Tao Te Ching – Lao Tzu – Chapter 8


 

上善若水。水善利萬物而不爭,處衆人之所惡,故幾於道。
居善地,心善淵,與善仁,言善信,政善治,事善能,動善時。
夫唯不爭,故無尤。

 

A man of morals is like water.
Water benefits everything without evoking conflicts or resistance.
It willingly takes the dirtiness that everyone hates within itself instead, so it is close to resembling “Tao.”

A man of morals always falls back and humbles himself,
His heart is deep and silent.
He treats people with love and kindness.
He has nothing but sincerity in his words.
He governs with fairness.
He is competent in business.
He chooses the right time to take action.

There is nothing to contend with,
so he is without reproach.

Image result for image of a jar with rocks, pebble. sand and water

Image from Forbes

 

Our bodies are 66-70% water, so if we are too dehydrated, we cannot survive. We need water. Moreover, the earth is also called a water planet. The Earth is a watery place. About 71 percent of the Earth’s surface is water-covered. Water plays a significant role for humans and the Earth. All living creatures on this planet are dependent on the water; the water is the source of life.

You might have heard the story of the jar – a life lesson by a professor to her students. I would like to use the same ingredients to show you the character of water. If we fill the jar with large rocks, we can still put small pebbles inside, and again we can still put sand in as well. The story serves to demonstrate that we should not focus on little things that trouble us, but rather, keep in mind our large goals in the midst of them. The lesson she tells ends here, but I want to point out that the full jar can still be filled with water.

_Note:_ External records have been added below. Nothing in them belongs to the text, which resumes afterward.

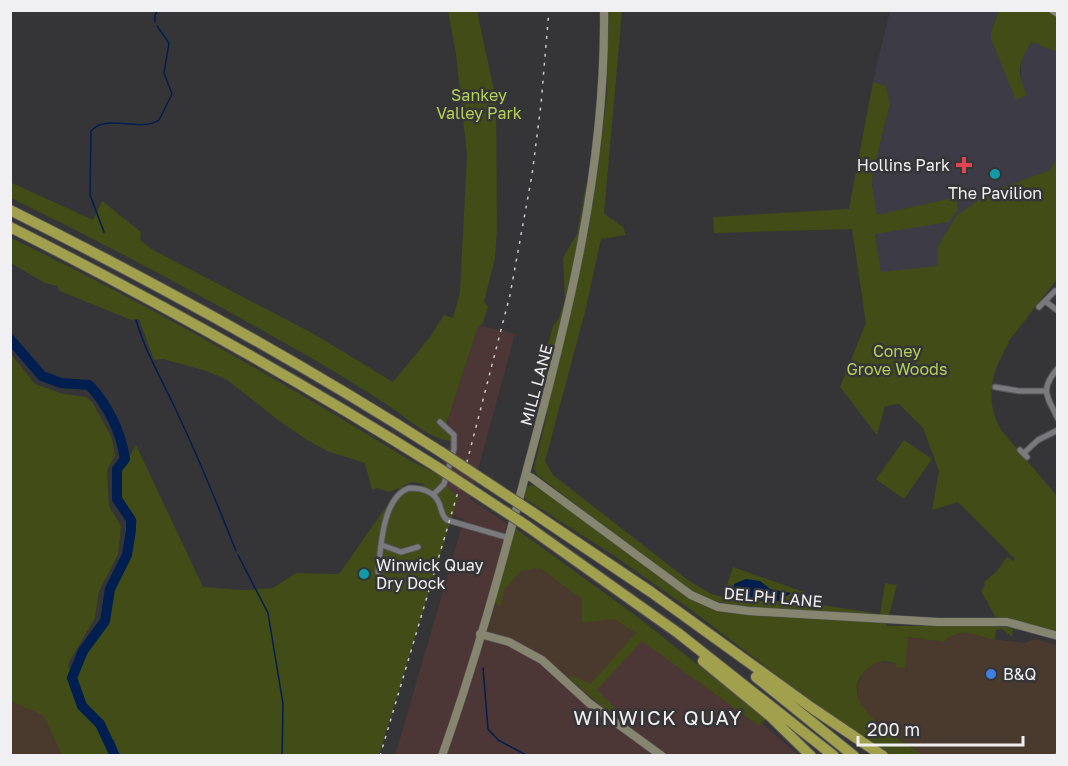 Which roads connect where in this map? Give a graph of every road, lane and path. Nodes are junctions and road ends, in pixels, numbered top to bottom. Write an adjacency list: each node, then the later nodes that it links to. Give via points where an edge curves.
1 (604, 10): 17 (street, MILL LANE, via 602,101 589,206 572,295)
2 (1053, 10): 3 (street)
3 (1058, 13)
4 (10, 210): 22 (highway, bridge, via 231,325 331,383)
5 (10, 228): 23 (highway, bridge, via 211,332 310,389 437,466)
6 (1054, 291): 7 (street)
7 (1045, 301): 8 (street); 9 (street)
8 (1039, 307)
9 (1058, 311)
10 (1058, 368): 12 (street)
11 (995, 387): 12 (street)
12 (1045, 391): 13 (street)
13 (1058, 419)
14 (440, 422): 18 (street, via 454,435 454,450 444,484)
15 (1058, 430): 16 (street, via 1038,440)
16 (1024, 454)
17 (526, 475): 19 (street, MILL LANE); 26 (street, DELPH LANE, via 683,590 718,607 902,620 1007,622)
18 (433, 495): 19 (street, via 443,518); 20 (street, via 415,488 398,494 389,511)
19 (509, 538): 25 (street, MILL LANE)
20 (382, 545): 21 (street, via 400,552); 24 (street)
21 (418, 547)
22 (586, 548): 31 (highway); 32 (highway)
23 (579, 563): 29 (highway, via 770,716); 30 (highway, via 678,633)
24 (378, 572)
25 (480, 634): 27 (street, MILL LANE); 28 (street, via 509,642 537,657 589,703)
26 (1058, 636)
27 (442, 756)
28 (662, 756)
29 (811, 756)
30 (834, 756)
31 (854, 756)
32 (883, 756) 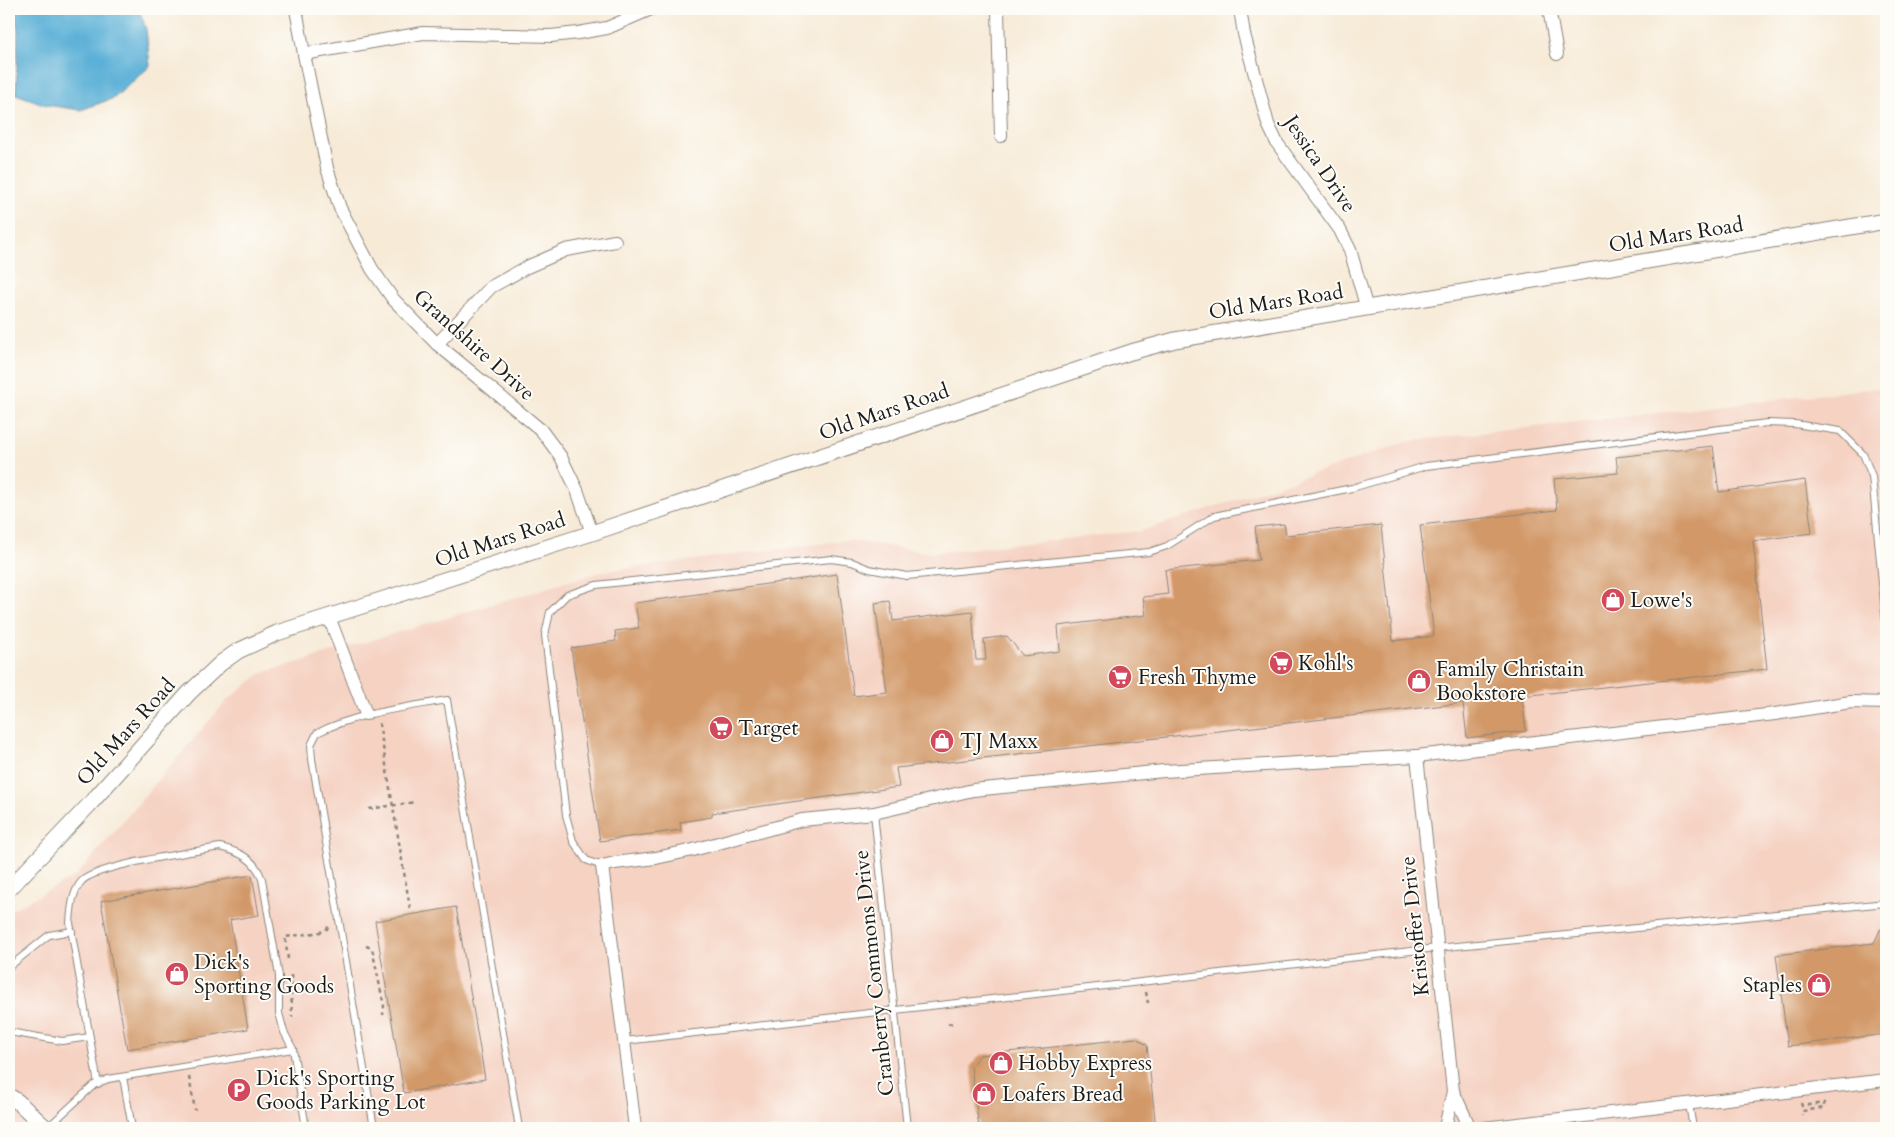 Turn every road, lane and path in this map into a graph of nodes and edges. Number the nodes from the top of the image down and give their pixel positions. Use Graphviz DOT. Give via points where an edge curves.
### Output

When looking at the character of water, one might notice that the water only flows downward to the lowest place. It has no constant shape nor steady flow. We see nothing in water but humbleness and harmony without competition. No wonder Lao Tzu regards water as Tao. Water fills any spaces that we lack in because it travels to the bottom and because water is shapeless as it flows. The water is the Tao in our full lives.